Das Schicksal der übrigen drei Tiere sei ungewiss, sagt Birgit Pattoka. Sie glaubt, dass Greifvögel die Tauben geholt haben könnten. Im Frühjahr solle das Männchen eine neue Partnerin bekommen, kündigt die Volkskünstlerin an. "Es wäre super, wenn das Paar brüten würde. Wir haben schon seit Jahren keine Küken mehr. Das ist einfach schade." Eine richtige Taubenfamilie wäre auch eine besondere Attraktion für die Gäste der historischen Schrotholzscheune aus dem Jahr 1768. Das uralte Gebälk erfreue sich auch bei weiteren Tierarten einer großen Beliebtheit.
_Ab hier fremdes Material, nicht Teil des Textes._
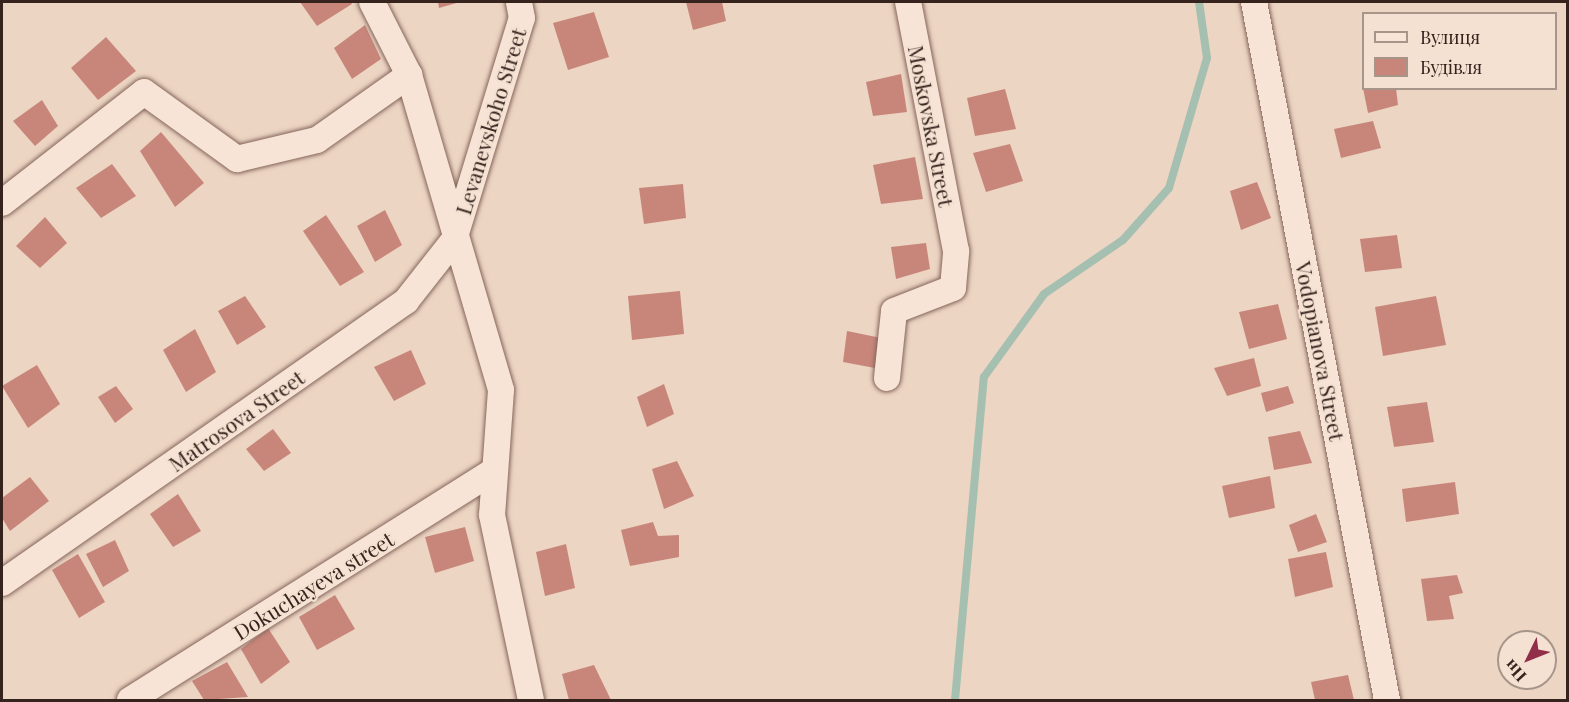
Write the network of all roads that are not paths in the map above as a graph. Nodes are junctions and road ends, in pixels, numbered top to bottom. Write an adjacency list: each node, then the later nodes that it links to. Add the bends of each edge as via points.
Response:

Beispielsweise seien im Giebel Spatzen zuhause.

Im vergangenen Jahr habe sich im Holz ein Hornissennest befunden. Nicht zuletzt schaue ab und zu der Kleiber nach dem Rechten und poche in die altehrwürdigen Balken.

Eine andere Art zeige sich dagegen nicht mehr auf Pattokas Hof. "Ich wünsche mir, dass sich wieder Schwalben bei uns ansiedeln", hofft die Volkskünstlerin. Und weiter: "Vielleicht klappt es ja in diesem Jahr."